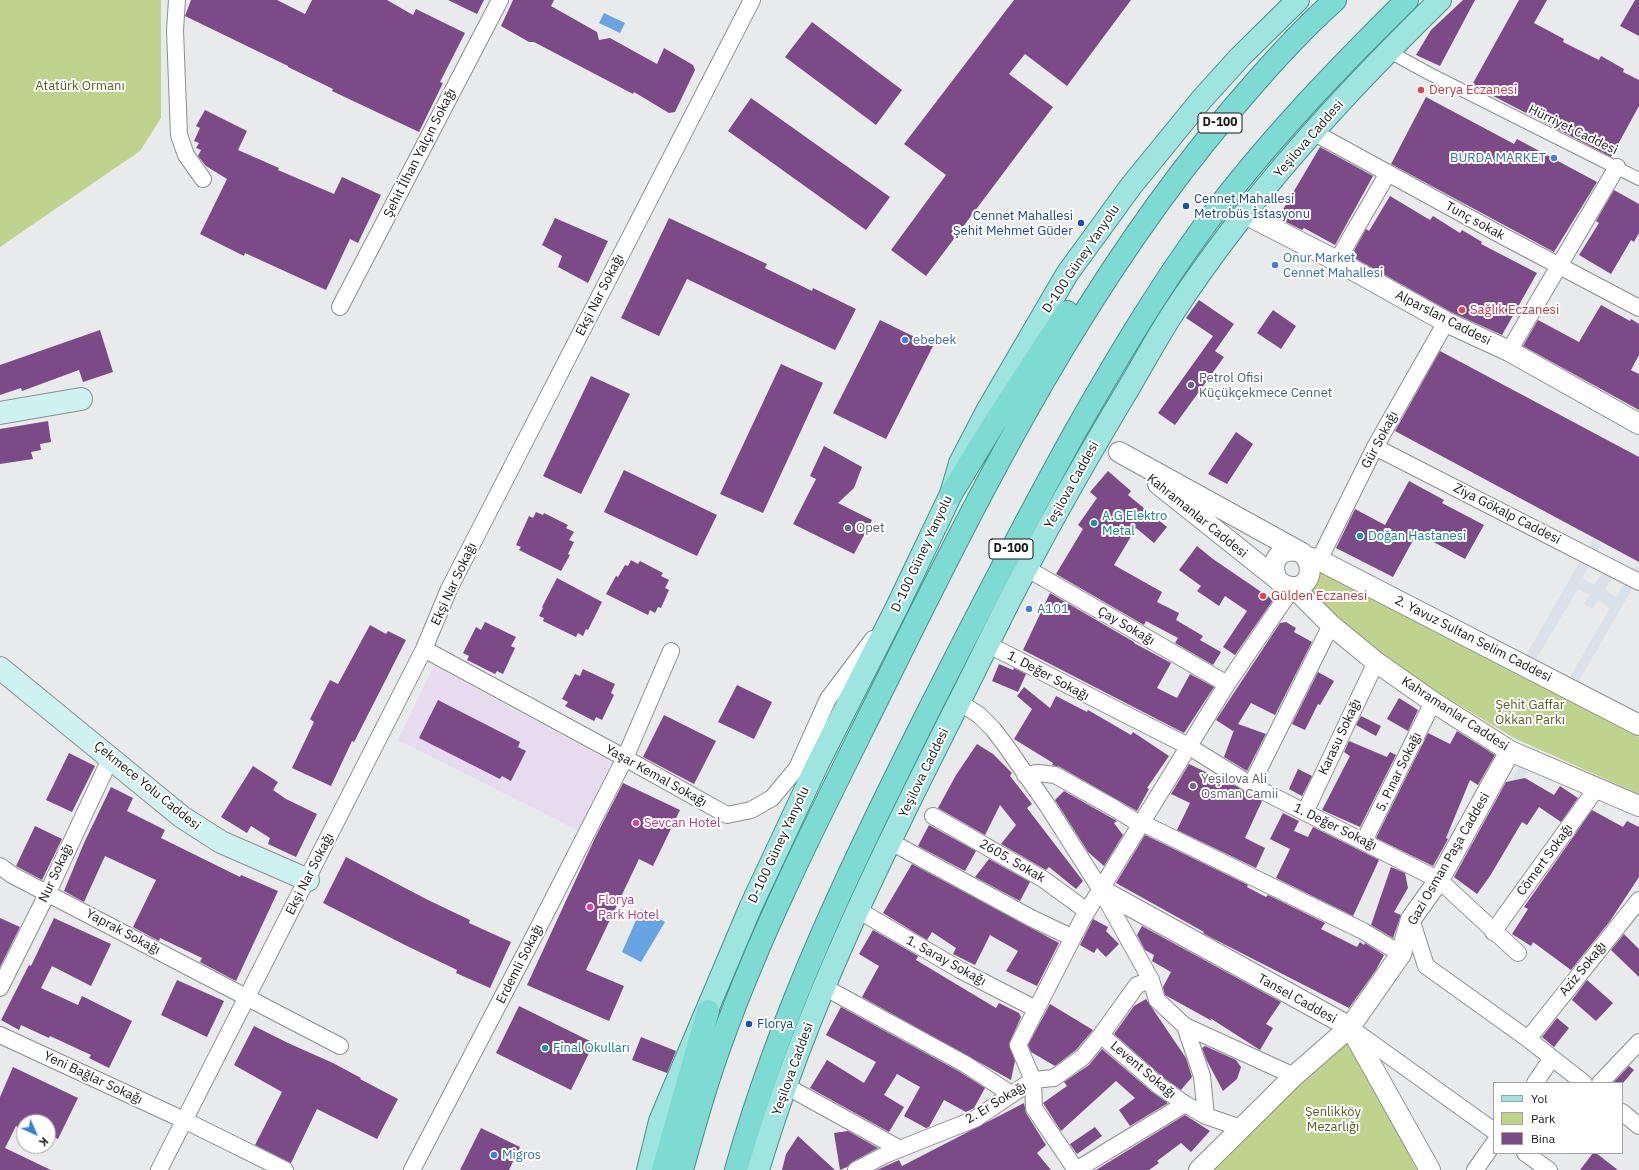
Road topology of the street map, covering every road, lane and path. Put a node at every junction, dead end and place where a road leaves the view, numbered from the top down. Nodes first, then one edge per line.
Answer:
1 (177, 0) edge
2 (500, 0) edge
3 (752, 0) edge
4 (1284, 0) edge
5 (1298, 0) edge
6 (1335, 0) edge
7 (1407, 0) edge
8 (1440, 0) edge
9 (1270, 27) junction
10 (1388, 51) junction
11 (1313, 132) junction
12 (1617, 167) junction
13 (1388, 173) junction
14 (203, 179) dead end
15 (1639, 179) edge
16 (1162, 196) junction
17 (1245, 214) junction
18 (1337, 261) junction
19 (1558, 266) junction
20 (340, 307) dead end
21 (1639, 308) edge
22 (1446, 322) junction
23 (1509, 351) junction
24 (81, 399) dead end
25 (0, 413) edge
26 (1639, 424) edge
27 (1099, 438) junction
28 (1374, 447) junction
29 (1119, 452) junction
30 (951, 494) junction
31 (1308, 556) junction
32 (1026, 568) junction
33 (1639, 582) edge
34 (1285, 583) junction
35 (897, 607) junction
36 (1331, 624) junction
37 (987, 644) junction
38 (424, 649) junction
39 (671, 651) dead end
40 (1376, 662) junction
41 (0, 668) edge
42 (1226, 684) junction
43 (959, 702) junction
44 (1433, 702) junction
45 (1639, 725) edge
46 (1188, 746) junction
47 (1510, 751) junction
48 (111, 757) junction
49 (625, 758) junction
50 (1025, 775) junction
51 (1251, 785) junction
52 (1596, 789) junction
53 (1639, 806) edge
54 (1305, 812) junction
55 (933, 816) dead end
56 (1141, 824) junction
57 (1364, 841) junction
58 (891, 842) junction
59 (0, 866) edge
60 (308, 880) junction
61 (1439, 880) junction
62 (1101, 890) junction
63 (48, 892) junction
64 (1639, 900) edge
65 (858, 910) junction
66 (1087, 911) junction
67 (1411, 919) junction
68 (1494, 932) junction
69 (1073, 938) junction
70 (1518, 953) dead end
71 (1401, 954) junction
72 (1151, 980) junction
73 (824, 986) junction
74 (0, 988) edge
75 (247, 998) junction
76 (1036, 1009) junction
77 (708, 1011) junction
78 (1185, 1026) junction
79 (1350, 1028) junction
80 (0, 1035) edge
81 (1102, 1035) junction
82 (1528, 1039) junction
83 (1639, 1042) edge
84 (340, 1046) dead end
85 (1552, 1058) junction
86 (1294, 1076) junction
87 (1034, 1080) junction
88 (1536, 1082) edge
89 (1583, 1082) edge
90 (1601, 1082) edge
91 (786, 1086) junction
92 (1011, 1094) junction
93 (1185, 1104) junction
94 (1623, 1113) edge
95 (1206, 1116) junction
96 (186, 1121) junction
97 (1639, 1126) edge
98 (1241, 1128) junction
99 (1493, 1130) edge
100 (1493, 1143) edge
101 (900, 1149) junction
102 (1526, 1154) edge
103 (159, 1170) edge
104 (285, 1170) edge
105 (412, 1170) edge
106 (648, 1170) edge
107 (663, 1170) edge
108 (682, 1170) edge
109 (736, 1170) edge
110 (758, 1170) edge
111 (856, 1170) edge
112 (1076, 1170) edge
113 (1199, 1170) edge
114 (1430, 1170) edge
115 (1475, 1170) edge
116 (1549, 1170) edge

1 - 14 street
2 - 20 street, Şehit İlhan Yalçın Sokağı
3 - 38 street, Ekşi Nar Sokağı
4 - 9 street
5 - 9 main road, D-100 Güney Yanyolu
6 - 16 highway, D-100
7 - 109 highway, D-100
8 - 10 main road, Yeşilova Caddesi
9 - 30 main road, D-100 Güney Yanyolu
10 - 11 main road, Yeşilova Caddesi
10 - 12 street, Hürriyet Caddesi
11 - 13 street, Tunç sokak
11 - 17 main road, Yeşilova Caddesi
12 - 15 street, Hürriyet Caddesi
12 - 19 street
13 - 18 street
13 - 19 street, Tunç sokak
16 - 30 highway
16 - 108 highway, D-100
17 - 18 street, Alparslan Caddesi
17 - 27 main road, Yeşilova Caddesi
18 - 22 street, Alparslan Caddesi
19 - 21 street, Tunç sokak
19 - 23 street
22 - 23 street, Alparslan Caddesi
22 - 28 street, Gür Sokağı
23 - 26 street, Alparslan Caddesi
24 - 25 main road
27 - 29 street
27 - 32 main road, Yeşilova Caddesi
28 - 31 street, Gür Sokağı
28 - 33 street, Ziya Gökalp Caddesi
29 - 31 street, 2. Yavuz Sultan Selim Caddesi
29 - 34 street, Kahramanlar Caddesi
30 - 35 main road, D-100 Güney Yanyolu
31 - 34 street
31 - 34 street
31 - 45 street, 2. Yavuz Sultan Selim Caddesi
32 - 37 main road, Yeşilova Caddesi
32 - 42 street, Çay Sokağı
34 - 36 street, Kahramanlar Caddesi
34 - 42 street
35 - 49 street, Yaşar Kemal Sokağı
35 - 77 main road, D-100 Güney Yanyolu
36 - 40 street, Kahramanlar Caddesi
36 - 51 street
37 - 43 main road, Yeşilova Caddesi
37 - 46 street, 1. Değer Sokağı
38 - 49 street, Yaşar Kemal Sokağı
38 - 60 street, Ekşi Nar Sokağı
39 - 49 street, Erdemli Sokağı
40 - 44 street, Kahramanlar Caddesi
40 - 54 street, Karasu Sokağı
41 - 48 main road, Çekmece Yolu Caddesi
42 - 46 street
43 - 50 street
43 - 58 main road, Yeşilova Caddesi
44 - 47 street, Kahramanlar Caddesi
44 - 57 street, 5. Pınar Sokağı
46 - 51 street, 1. Değer Sokağı
46 - 56 street
47 - 52 street, Kahramanlar Caddesi
47 - 61 street, Gazi Osman Paşa Caddesi
48 - 60 main road, Çekmece Yolu Caddesi
48 - 63 street, Nur Sokağı
49 - 105 street, Erdemli Sokağı
50 - 56 street
50 - 62 street
51 - 54 street, 1. Değer Sokağı
52 - 53 street, Kahramanlar Caddesi
52 - 68 street, Cömert Sokağı
54 - 57 street, 1. Değer Sokağı
55 - 66 street, 2605. Sokak
56 - 62 street
56 - 71 street
57 - 61 street, 1. Değer Sokağı
58 - 65 main road, Yeşilova Caddesi
58 - 69 street
59 - 63 street, Yaprak Sokağı
60 - 75 street, Ekşi Nar Sokağı
61 - 67 street, Gazi Osman Paşa Caddesi
61 - 68 street, 1. Değer Sokağı
62 - 66 street
62 - 72 street
62 - 79 street, Tansel Caddesi
63 - 74 street, Nur Sokağı
63 - 75 street, Yaprak Sokağı
64 - 82 street, Aziz Sokağı
65 - 73 main road, Yeşilova Caddesi
65 - 76 street, 1. Saray Sokağı
66 - 69 street
67 - 71 street, Gazi Osman Paşa Caddesi
67 - 82 street
68 - 70 street, 1. Değer Sokağı
69 - 76 street
71 - 79 street, Gazi Osman Paşa Caddesi
72 - 78 street
72 - 81 street, 2. Er Sokağı
73 - 91 main road, Yeşilova Caddesi
73 - 92 street
75 - 84 street, Yaprak Sokağı
75 - 96 street, Ekşi Nar Sokağı
76 - 87 street
77 - 106 main road, D-100 Güney Yanyolu
77 - 107 highway
78 - 86 street
78 - 95 street
79 - 86 street, Gazi Osman Paşa Caddesi
79 - 99 street
79 - 114 street, Tansel Caddesi
80 - 96 street, Yeni Bağlar Sokağı
81 - 87 street, 2. Er Sokağı
81 - 93 street, Levent Sokağı
82 - 85 street
83 - 90 street
85 - 88 street
85 - 89 street
86 - 98 street, Gazi Osman Paşa Caddesi
87 - 92 street, 2. Er Sokağı
87 - 112 street
91 - 101 street
91 - 110 main road, Yeşilova Caddesi
92 - 101 street, 2. Er Sokağı
93 - 95 street, Levent Sokağı
93 - 112 street
94 - 97 street
95 - 98 street, Levent Sokağı
96 - 103 street, Ekşi Nar Sokağı
96 - 104 street, Yeni Bağlar Sokağı
98 - 113 street, Gazi Osman Paşa Caddesi
100 - 115 street
101 - 111 street, 2. Er Sokağı
102 - 116 street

Your objective: Copy each line of the material where "Yaşar" is found.

Exercise answer:
35 - 49 street, Yaşar Kemal Sokağı
38 - 49 street, Yaşar Kemal Sokağı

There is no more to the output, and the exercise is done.